NFL Football – The Rise Of The Washington Redskins Defense | Oral Mart Football Mouthguard

NFL Football News – The Rise Of The Washington Redskins Defense


Like with so many things in the NFL, the stats don’t always tell the story.


The Washington Redskins being ranked 11th in total yards allowed per game isn’t too shabby. Neither is the #11 ranking in rushing yards allowed (88.8 yards per game). But the #17 ranking in passing yards per game isn’t really worth writing home about, as isn’t the #18 ranking in points allowed per game (22.3).


But the box score-watching NFL fans outside of the Washington, DC. area — or fans who don’t root for any team the Redskins have played this season — will miss out on what the rest of the tuned-in NFL fans witnessed on Monday night:


You don’t want to mess with the Redskins defense.


Rewind things back to one year ago. Through four games last season, the team was allowing 28 points per game, and every member of that unit — along with every single Redskins fan — spent most of the game hoping that the offense would do something to bail them out. Joe Barry was the most hated in man in Washington (that didn’t work for the Federal Government, anyway). It wasn’t so much about the result — which, mind you, were pretty terrible — but the fact that there was absolutely no identity to his defense. Barry talked about wanting to be aggressive, but played some of the most basic, “vanilla” Cover 3 schemes you’d see anywhere.  His defense couldn’t stop the run, couldn’t stop the pass, couldn’t stop the opposing team from scoring touchdowns during redzone opportunities, and couldn’t do anything to stop the opponents from imposing their will on the Redskins defense in general.


If new defensive coordinator Greg Manusky has accomplished one thing in Washington, it’s bringing a level of physicality that this team hasn’t demonstrated in years. Manusky is on record as saying something to the effect of “I don’t care if we win or we lose a game, as long as we hit people throughout the course of the game,” and it shows. But what might be getting overlooked in that is how he’s done the exact opposite of what Barry did last year: he’s taken the players he has, utilized their strengths, and created a group that plays better than the sum of the individual parts.


Just take a look at the proof:


Zach Brown was a Pro Bowl linebacker that basically every team in the NFL had no interest in signing, because they felt he was just as much of a liability as he was an asset. And yet, through the conclusion of Week 4, Brown led the NFL in tackles. Rookie defensive end Jonathan Allen is already showing flashes of what his NFL destiny: a guy who might not necessarily rack up big numbers or change the way defenses play, but someone who’s always going to be around the play and will consistently do things to make the offense do things away from his side of the football. Defensive tackle Matt Ionnidis and outside linebacker Preston Smith have transformed from young and inconsistent role players to two of the top playmakers on the defense. Ryan Kerrigan has been virtually unblockable by opposing tackles, thanks to finally having an offseason where he can come to camp healthy and in shape. And safety DJ Swearinger has become the emotional leader of this group, thanks to the incredible energy and hitting he brings to every game. Hope he stays healthy with a mouthpiece with strap attached to his helmet.
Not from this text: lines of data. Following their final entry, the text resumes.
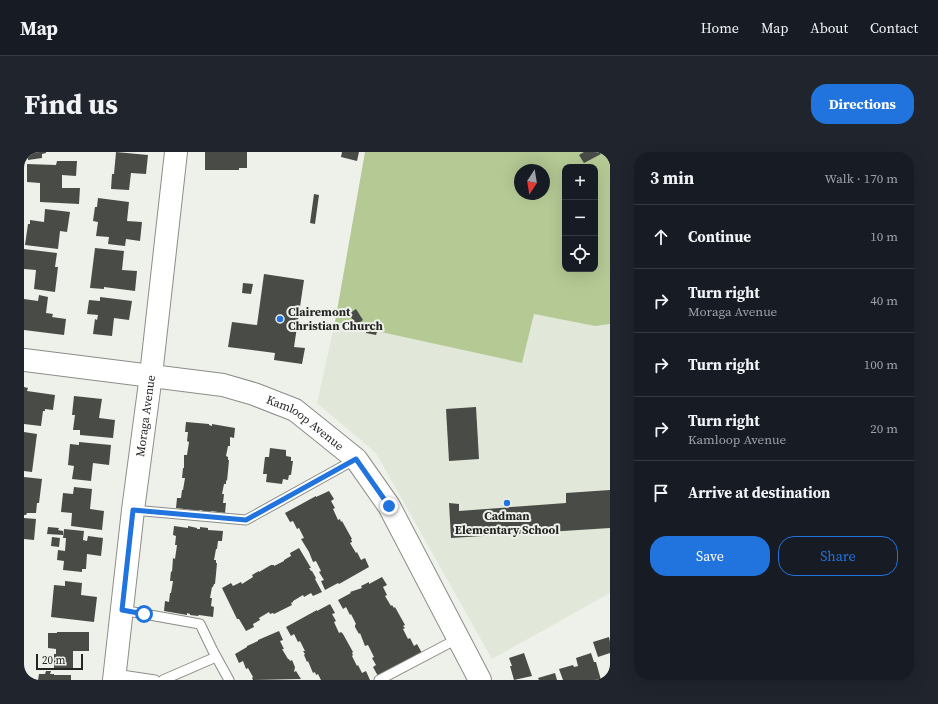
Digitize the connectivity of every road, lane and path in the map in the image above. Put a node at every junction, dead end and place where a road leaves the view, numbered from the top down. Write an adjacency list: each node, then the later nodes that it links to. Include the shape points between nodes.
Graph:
1 (176, 152): 3 (street, Moraga Avenue)
2 (24, 360): 3 (street, Kamloop Avenue)
3 (151, 375): 4 (street, Kamloop Avenue, via 224,385 295,410); 5 (street, Moraga Avenue)
4 (356, 459): 5 (lane, via 246,520); 7 (street, Kamloop Avenue, via 389,506)
5 (133, 510): 6 (street, Moraga Avenue)
6 (122, 610): 8 (lane, via 200,624); 9 (street, Moraga Avenue)
7 (459, 638): 13 (lane); 14 (street, Kamloop Avenue)
8 (216, 657): 11 (lane); 12 (lane)
9 (114, 677): 10 (lane)
10 (155, 680)
11 (163, 680)
12 (229, 680)
13 (379, 680)
14 (480, 680)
Of course, we can’t mention Manusky without mentioning his top lieutenants, who might as responsible — if not more so, in some cases — for this defensive turnaround as Manusky himself. Defensive line coach Jim Tomsula has come in and done for the defensive line what Bill Callahan did for the offensive line: make it a formidable unit that plays hard, smart, and with an edge. Defensive backs coach Torian Gray has gotten through to the secondary in ways that Perry Fewell clearly struggled to do.
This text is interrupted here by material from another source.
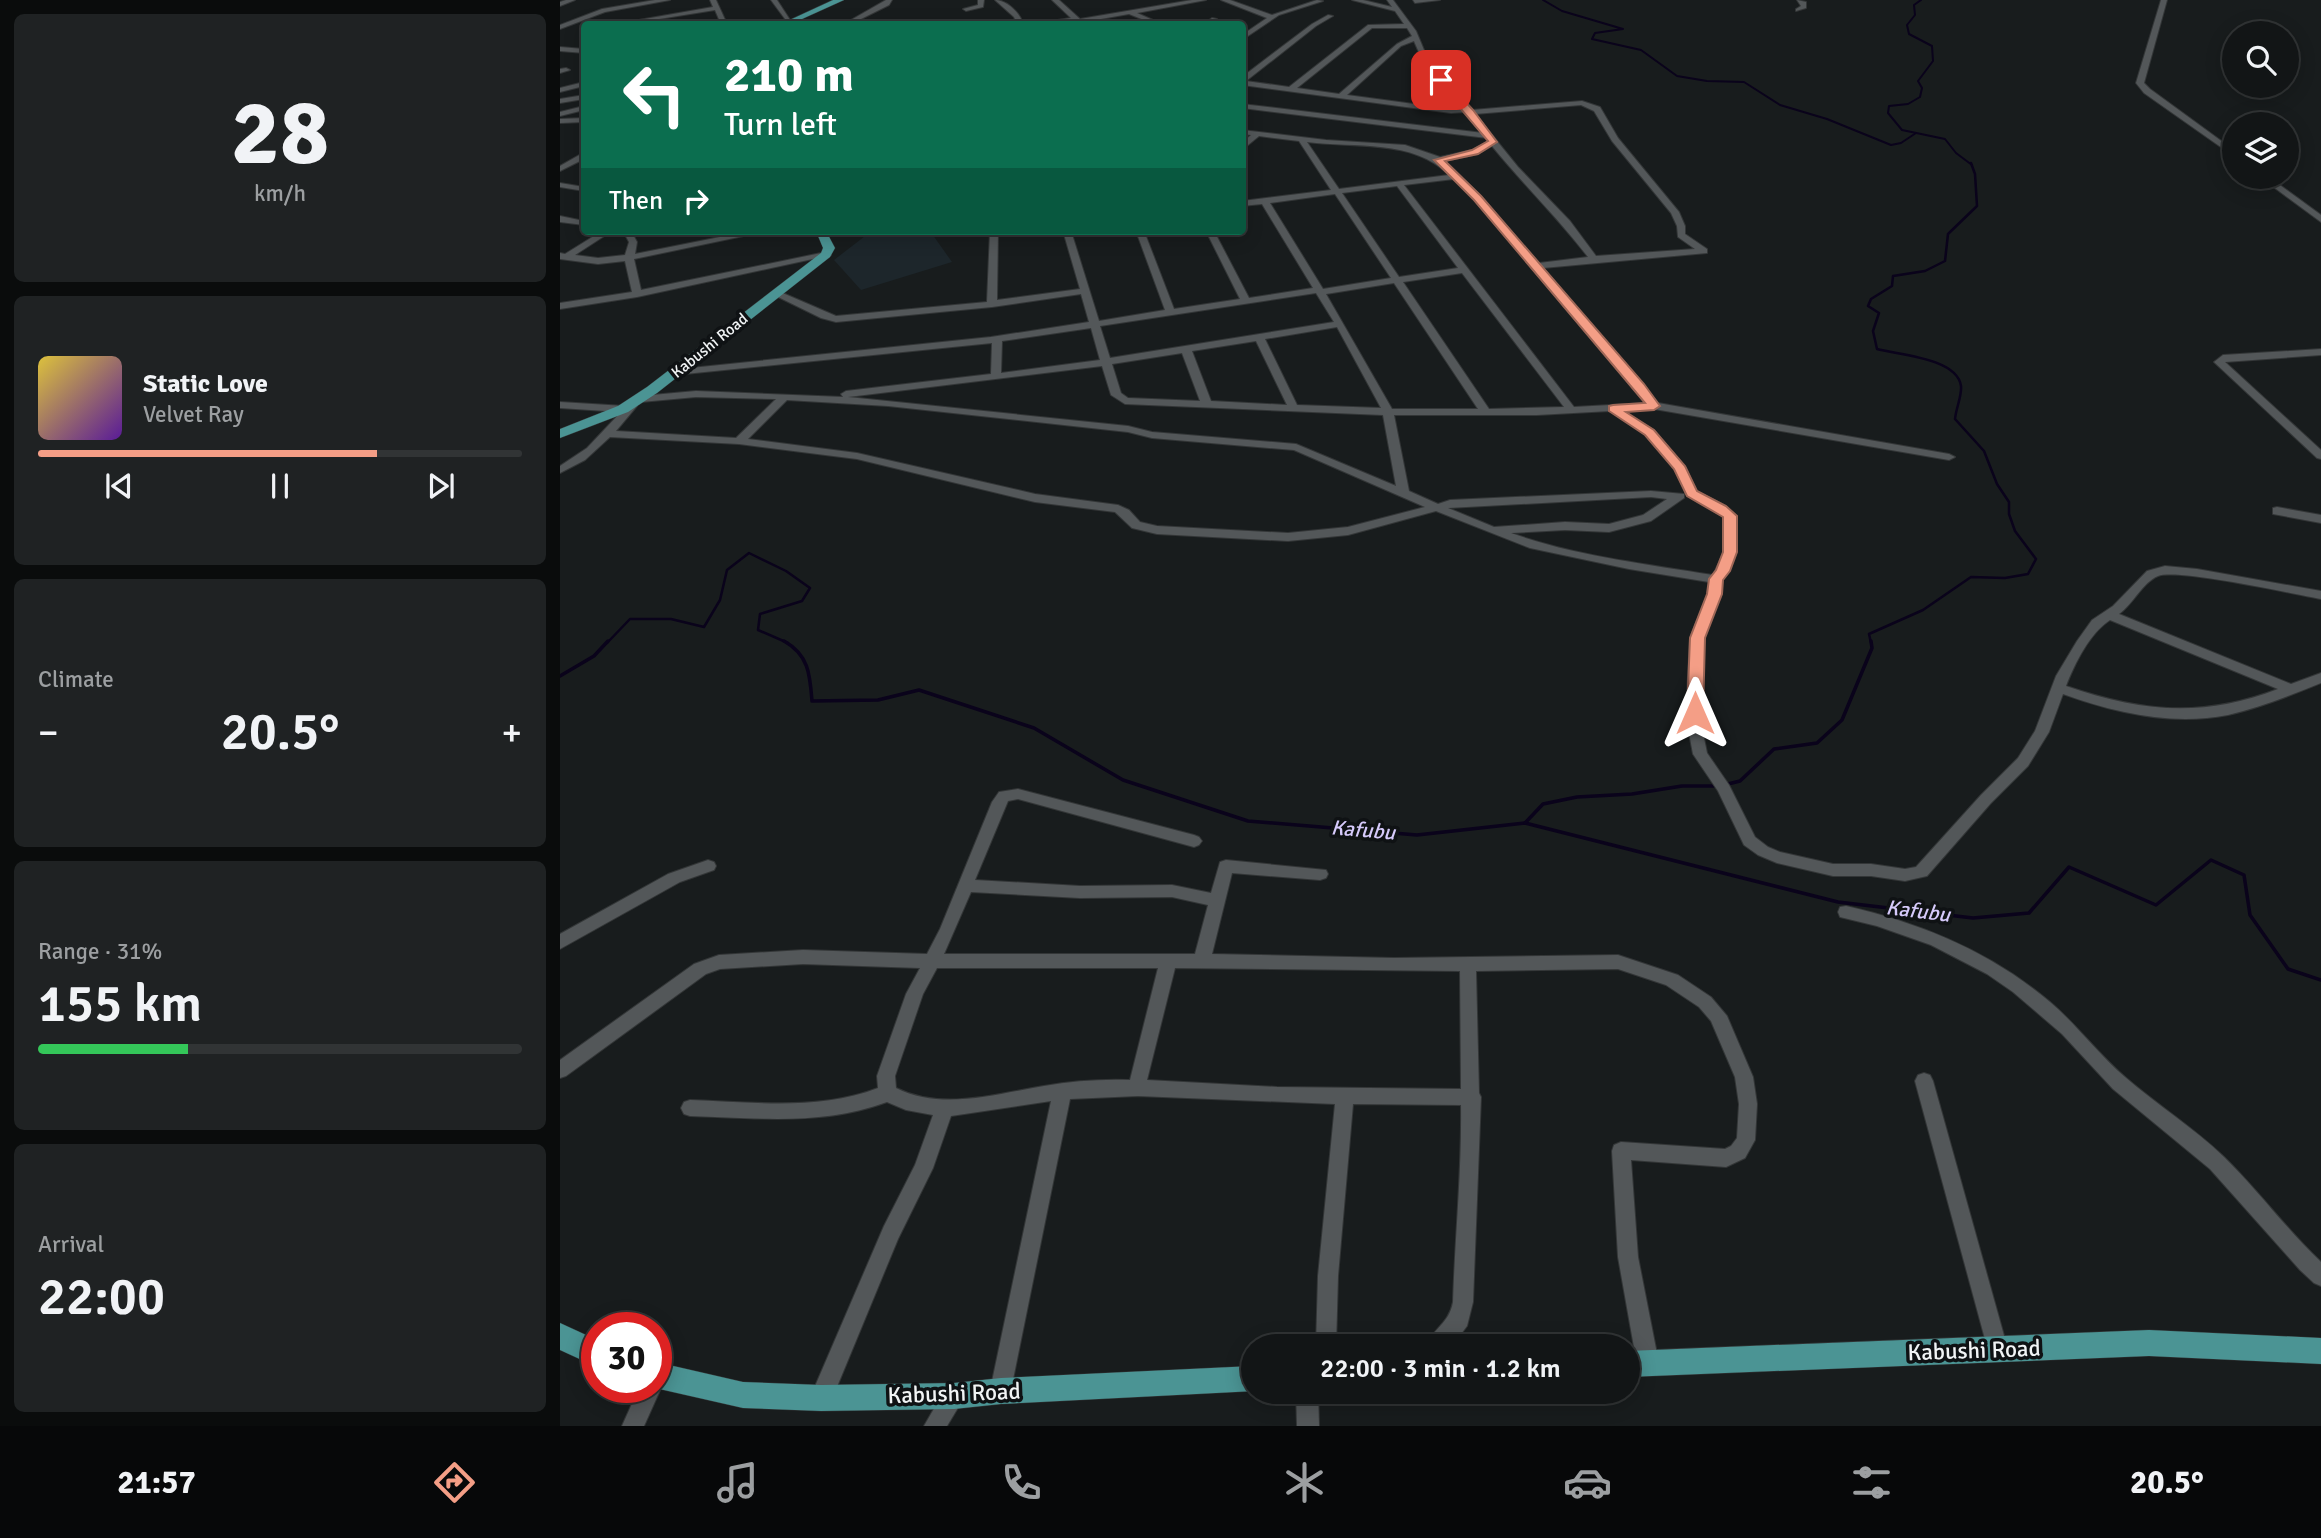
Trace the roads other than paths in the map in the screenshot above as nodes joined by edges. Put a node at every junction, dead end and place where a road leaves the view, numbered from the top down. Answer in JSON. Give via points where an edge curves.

Now here’s where it gets really interesting. Having played a slate of games in which 1) none of the four teams presently have a losing record, and 2) at least three of those four teams will be in the postseason race later this year, the Redskins actually got through the worst part of their schedule, and have one of the easiest remaining slates of any team in the NFL.


In other words, having faced the early “battle tests” this year, as this group gets to play together longer, they have a chance to get even better. If they continue to do their part, combined with an offense that, at worst, is an above average group themselves, we could be looking at one of the most complete teams in the NFC, and one of the most complete Redskins teams we’ve seen in years.